Start of EXERCISE INPUT

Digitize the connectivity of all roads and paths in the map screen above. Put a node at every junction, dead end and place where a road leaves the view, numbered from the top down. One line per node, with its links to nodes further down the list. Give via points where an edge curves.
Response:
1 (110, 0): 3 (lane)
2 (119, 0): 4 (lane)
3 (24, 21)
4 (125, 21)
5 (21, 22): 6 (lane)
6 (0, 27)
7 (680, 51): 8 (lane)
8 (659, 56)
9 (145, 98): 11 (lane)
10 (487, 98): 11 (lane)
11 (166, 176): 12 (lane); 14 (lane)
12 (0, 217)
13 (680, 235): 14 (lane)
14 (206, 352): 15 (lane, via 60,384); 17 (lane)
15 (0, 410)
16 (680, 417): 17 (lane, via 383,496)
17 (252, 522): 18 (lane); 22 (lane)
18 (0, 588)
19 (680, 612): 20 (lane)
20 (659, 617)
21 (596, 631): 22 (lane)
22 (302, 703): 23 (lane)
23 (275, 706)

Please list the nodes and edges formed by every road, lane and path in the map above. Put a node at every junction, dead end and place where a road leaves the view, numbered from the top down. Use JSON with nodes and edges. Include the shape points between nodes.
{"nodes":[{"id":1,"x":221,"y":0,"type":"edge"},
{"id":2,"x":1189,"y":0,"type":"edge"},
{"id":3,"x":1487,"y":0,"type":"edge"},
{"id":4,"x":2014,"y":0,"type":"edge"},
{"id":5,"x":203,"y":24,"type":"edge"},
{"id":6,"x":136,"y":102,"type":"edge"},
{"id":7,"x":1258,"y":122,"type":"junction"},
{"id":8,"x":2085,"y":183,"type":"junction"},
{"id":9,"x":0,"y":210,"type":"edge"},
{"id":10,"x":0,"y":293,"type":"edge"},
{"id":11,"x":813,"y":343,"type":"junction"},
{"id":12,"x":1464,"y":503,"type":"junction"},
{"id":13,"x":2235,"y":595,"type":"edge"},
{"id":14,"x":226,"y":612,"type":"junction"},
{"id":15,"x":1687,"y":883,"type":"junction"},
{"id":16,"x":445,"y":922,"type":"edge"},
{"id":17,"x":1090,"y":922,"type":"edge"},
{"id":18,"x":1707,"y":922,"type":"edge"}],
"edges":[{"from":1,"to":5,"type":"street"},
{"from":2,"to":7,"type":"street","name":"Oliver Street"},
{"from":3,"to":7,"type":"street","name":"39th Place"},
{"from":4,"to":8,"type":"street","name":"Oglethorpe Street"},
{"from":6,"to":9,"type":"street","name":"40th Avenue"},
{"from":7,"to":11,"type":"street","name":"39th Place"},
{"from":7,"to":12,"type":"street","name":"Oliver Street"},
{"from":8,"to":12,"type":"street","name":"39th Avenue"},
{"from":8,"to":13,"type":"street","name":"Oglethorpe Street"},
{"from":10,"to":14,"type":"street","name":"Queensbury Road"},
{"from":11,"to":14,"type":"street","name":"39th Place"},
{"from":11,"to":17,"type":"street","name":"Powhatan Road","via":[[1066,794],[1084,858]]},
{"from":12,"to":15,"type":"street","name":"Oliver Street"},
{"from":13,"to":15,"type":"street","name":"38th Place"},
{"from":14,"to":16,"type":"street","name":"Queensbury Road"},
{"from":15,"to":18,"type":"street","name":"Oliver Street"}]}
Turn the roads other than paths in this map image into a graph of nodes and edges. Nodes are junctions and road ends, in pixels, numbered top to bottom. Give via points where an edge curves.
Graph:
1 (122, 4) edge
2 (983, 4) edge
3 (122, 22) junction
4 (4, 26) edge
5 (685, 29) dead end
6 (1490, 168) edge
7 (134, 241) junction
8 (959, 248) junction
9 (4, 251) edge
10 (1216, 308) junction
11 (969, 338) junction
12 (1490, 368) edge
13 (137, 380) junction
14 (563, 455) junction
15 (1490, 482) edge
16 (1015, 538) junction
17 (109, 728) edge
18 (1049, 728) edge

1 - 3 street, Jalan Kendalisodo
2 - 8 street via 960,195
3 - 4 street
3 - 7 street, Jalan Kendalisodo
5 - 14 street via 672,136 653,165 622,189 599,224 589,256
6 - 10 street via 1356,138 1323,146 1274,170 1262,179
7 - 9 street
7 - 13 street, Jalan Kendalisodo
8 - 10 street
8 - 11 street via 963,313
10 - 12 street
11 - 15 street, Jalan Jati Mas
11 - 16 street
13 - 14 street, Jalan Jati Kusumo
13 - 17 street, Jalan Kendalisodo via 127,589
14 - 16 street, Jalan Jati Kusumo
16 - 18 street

End of EXERCISE INPUT

> [AIM OF THE TASK]: Retype the material exactly.

> [SOLUTION]:
Digitize the connectivity of all roads and paths in the map screen above. Put a node at every junction, dead end and place where a road leaves the view, numbered from the top down. One line per node, with its links to nodes further down the list. Give via points where an edge curves.
Response:
1 (110, 0): 3 (lane)
2 (119, 0): 4 (lane)
3 (24, 21)
4 (125, 21)
5 (21, 22): 6 (lane)
6 (0, 27)
7 (680, 51): 8 (lane)
8 (659, 56)
9 (145, 98): 11 (lane)
10 (487, 98): 11 (lane)
11 (166, 176): 12 (lane); 14 (lane)
12 (0, 217)
13 (680, 235): 14 (lane)
14 (206, 352): 15 (lane, via 60,384); 17 (lane)
15 (0, 410)
16 (680, 417): 17 (lane, via 383,496)
17 (252, 522): 18 (lane); 22 (lane)
18 (0, 588)
19 (680, 612): 20 (lane)
20 (659, 617)
21 (596, 631): 22 (lane)
22 (302, 703): 23 (lane)
23 (275, 706)

Please list the nodes and edges formed by every road, lane and path in the map above. Put a node at every junction, dead end and place where a road leaves the view, numbered from the top down. Use JSON with nodes and edges. Include the shape points between nodes.
{"nodes":[{"id":1,"x":221,"y":0,"type":"edge"},
{"id":2,"x":1189,"y":0,"type":"edge"},
{"id":3,"x":1487,"y":0,"type":"edge"},
{"id":4,"x":2014,"y":0,"type":"edge"},
{"id":5,"x":203,"y":24,"type":"edge"},
{"id":6,"x":136,"y":102,"type":"edge"},
{"id":7,"x":1258,"y":122,"type":"junction"},
{"id":8,"x":2085,"y":183,"type":"junction"},
{"id":9,"x":0,"y":210,"type":"edge"},
{"id":10,"x":0,"y":293,"type":"edge"},
{"id":11,"x":813,"y":343,"type":"junction"},
{"id":12,"x":1464,"y":503,"type":"junction"},
{"id":13,"x":2235,"y":595,"type":"edge"},
{"id":14,"x":226,"y":612,"type":"junction"},
{"id":15,"x":1687,"y":883,"type":"junction"},
{"id":16,"x":445,"y":922,"type":"edge"},
{"id":17,"x":1090,"y":922,"type":"edge"},
{"id":18,"x":1707,"y":922,"type":"edge"}],
"edges":[{"from":1,"to":5,"type":"street"},
{"from":2,"to":7,"type":"street","name":"Oliver Street"},
{"from":3,"to":7,"type":"street","name":"39th Place"},
{"from":4,"to":8,"type":"street","name":"Oglethorpe Street"},
{"from":6,"to":9,"type":"street","name":"40th Avenue"},
{"from":7,"to":11,"type":"street","name":"39th Place"},
{"from":7,"to":12,"type":"street","name":"Oliver Street"},
{"from":8,"to":12,"type":"street","name":"39th Avenue"},
{"from":8,"to":13,"type":"street","name":"Oglethorpe Street"},
{"from":10,"to":14,"type":"street","name":"Queensbury Road"},
{"from":11,"to":14,"type":"street","name":"39th Place"},
{"from":11,"to":17,"type":"street","name":"Powhatan Road","via":[[1066,794],[1084,858]]},
{"from":12,"to":15,"type":"street","name":"Oliver Street"},
{"from":13,"to":15,"type":"street","name":"38th Place"},
{"from":14,"to":16,"type":"street","name":"Queensbury Road"},
{"from":15,"to":18,"type":"street","name":"Oliver Street"}]}
Turn the roads other than paths in this map image into a graph of nodes and edges. Nodes are junctions and road ends, in pixels, numbered top to bottom. Give via points where an edge curves.
Graph:
1 (122, 4) edge
2 (983, 4) edge
3 (122, 22) junction
4 (4, 26) edge
5 (685, 29) dead end
6 (1490, 168) edge
7 (134, 241) junction
8 (959, 248) junction
9 (4, 251) edge
10 (1216, 308) junction
11 (969, 338) junction
12 (1490, 368) edge
13 (137, 380) junction
14 (563, 455) junction
15 (1490, 482) edge
16 (1015, 538) junction
17 (109, 728) edge
18 (1049, 728) edge

1 - 3 street, Jalan Kendalisodo
2 - 8 street via 960,195
3 - 4 street
3 - 7 street, Jalan Kendalisodo
5 - 14 street via 672,136 653,165 622,189 599,224 589,256
6 - 10 street via 1356,138 1323,146 1274,170 1262,179
7 - 9 street
7 - 13 street, Jalan Kendalisodo
8 - 10 street
8 - 11 street via 963,313
10 - 12 street
11 - 15 street, Jalan Jati Mas
11 - 16 street
13 - 14 street, Jalan Jati Kusumo
13 - 17 street, Jalan Kendalisodo via 127,589
14 - 16 street, Jalan Jati Kusumo
16 - 18 street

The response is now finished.